(Records from a dataset)
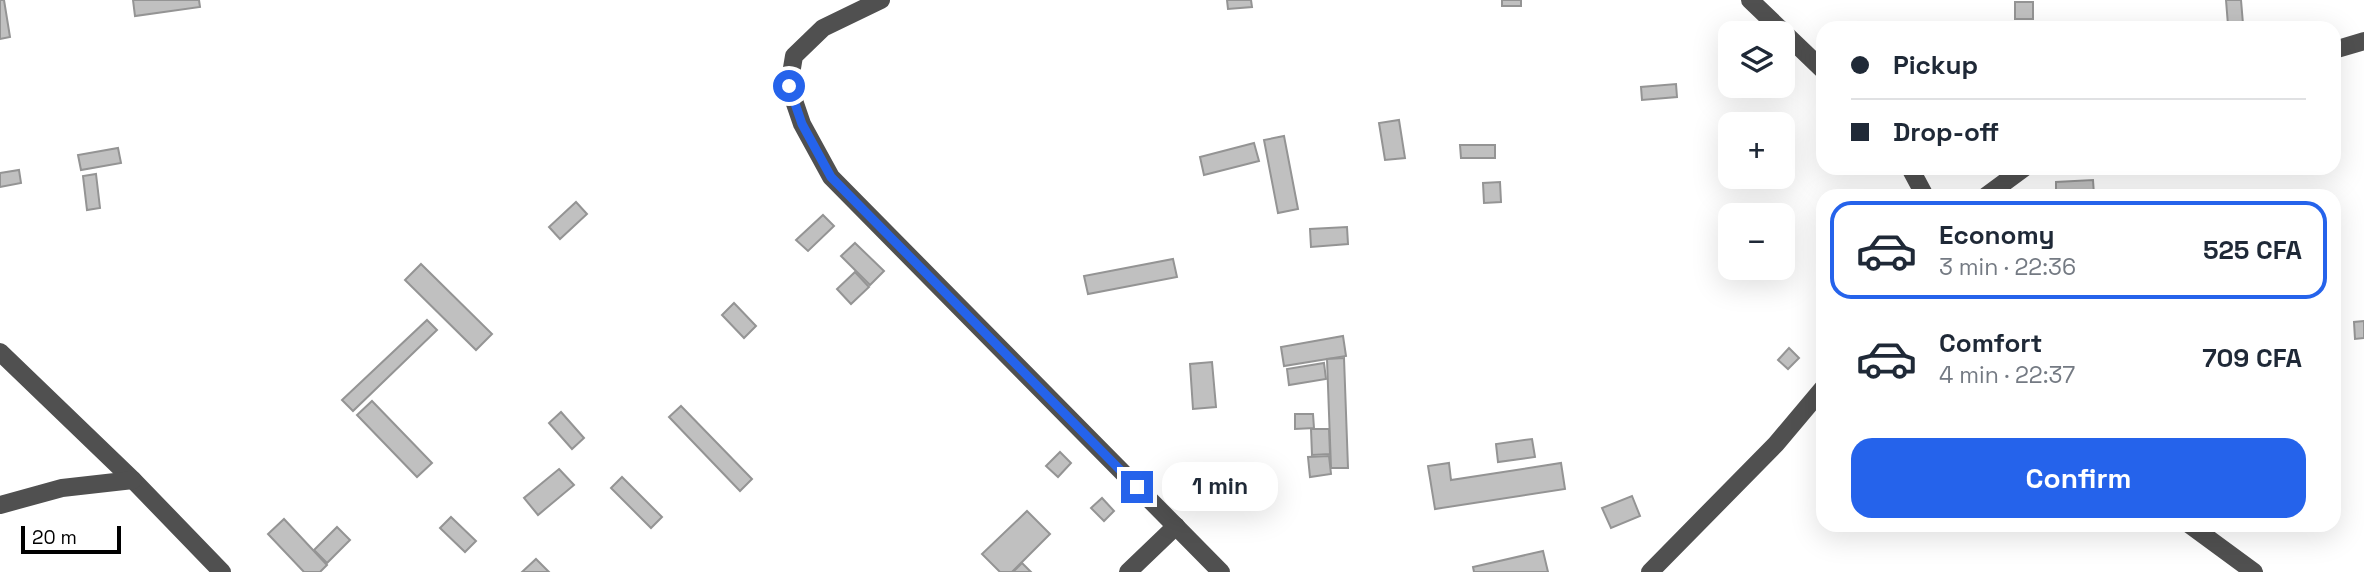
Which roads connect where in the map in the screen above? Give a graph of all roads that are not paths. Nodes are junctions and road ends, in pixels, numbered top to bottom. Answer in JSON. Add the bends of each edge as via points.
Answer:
{"nodes":[{"id":1,"x":881,"y":0,"type":"edge"},
{"id":2,"x":1750,"y":0,"type":"edge"},
{"id":3,"x":2364,"y":41,"type":"edge"},
{"id":4,"x":2341,"y":48,"type":"edge"},
{"id":5,"x":1816,"y":63,"type":"edge"},
{"id":6,"x":2014,"y":175,"type":"edge"},
{"id":7,"x":1996,"y":189,"type":"edge"},
{"id":8,"x":0,"y":352,"type":"edge"},
{"id":9,"x":1816,"y":396,"type":"edge"},
{"id":10,"x":133,"y":480,"type":"junction"},
{"id":11,"x":0,"y":505,"type":"edge"},
{"id":12,"x":1176,"y":526,"type":"junction"},
{"id":13,"x":2200,"y":532,"type":"edge"},
{"id":14,"x":222,"y":572,"type":"edge"},
{"id":15,"x":1128,"y":572,"type":"edge"},
{"id":16,"x":1221,"y":572,"type":"edge"},
{"id":17,"x":1650,"y":572,"type":"edge"},
{"id":18,"x":2254,"y":572,"type":"edge"}],
"edges":[{"from":1,"to":12,"type":"street","via":[[823,28],[794,56],[789,86],[802,124],[831,177]]},
{"from":2,"to":5,"type":"street"},
{"from":3,"to":4,"type":"street"},
{"from":6,"to":7,"type":"street"},
{"from":8,"to":10,"type":"street"},
{"from":9,"to":17,"type":"street","via":[[1776,444]]},
{"from":10,"to":11,"type":"street","via":[[62,488]]},
{"from":10,"to":14,"type":"street"},
{"from":12,"to":15,"type":"street"},
{"from":12,"to":16,"type":"street"},
{"from":13,"to":18,"type":"street"}]}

Task directions: Could you copy the lines above exactly and skip the images?

Output of the task:
Which roads connect where in the map in the screen above? Give a graph of all roads that are not paths. Nodes are junctions and road ends, in pixels, numbered top to bottom. Answer in JSON. Add the bends of each edge as via points.
Answer:
{"nodes":[{"id":1,"x":881,"y":0,"type":"edge"},
{"id":2,"x":1750,"y":0,"type":"edge"},
{"id":3,"x":2364,"y":41,"type":"edge"},
{"id":4,"x":2341,"y":48,"type":"edge"},
{"id":5,"x":1816,"y":63,"type":"edge"},
{"id":6,"x":2014,"y":175,"type":"edge"},
{"id":7,"x":1996,"y":189,"type":"edge"},
{"id":8,"x":0,"y":352,"type":"edge"},
{"id":9,"x":1816,"y":396,"type":"edge"},
{"id":10,"x":133,"y":480,"type":"junction"},
{"id":11,"x":0,"y":505,"type":"edge"},
{"id":12,"x":1176,"y":526,"type":"junction"},
{"id":13,"x":2200,"y":532,"type":"edge"},
{"id":14,"x":222,"y":572,"type":"edge"},
{"id":15,"x":1128,"y":572,"type":"edge"},
{"id":16,"x":1221,"y":572,"type":"edge"},
{"id":17,"x":1650,"y":572,"type":"edge"},
{"id":18,"x":2254,"y":572,"type":"edge"}],
"edges":[{"from":1,"to":12,"type":"street","via":[[823,28],[794,56],[789,86],[802,124],[831,177]]},
{"from":2,"to":5,"type":"street"},
{"from":3,"to":4,"type":"street"},
{"from":6,"to":7,"type":"street"},
{"from":8,"to":10,"type":"street"},
{"from":9,"to":17,"type":"street","via":[[1776,444]]},
{"from":10,"to":11,"type":"street","via":[[62,488]]},
{"from":10,"to":14,"type":"street"},
{"from":12,"to":15,"type":"street"},
{"from":12,"to":16,"type":"street"},
{"from":13,"to":18,"type":"street"}]}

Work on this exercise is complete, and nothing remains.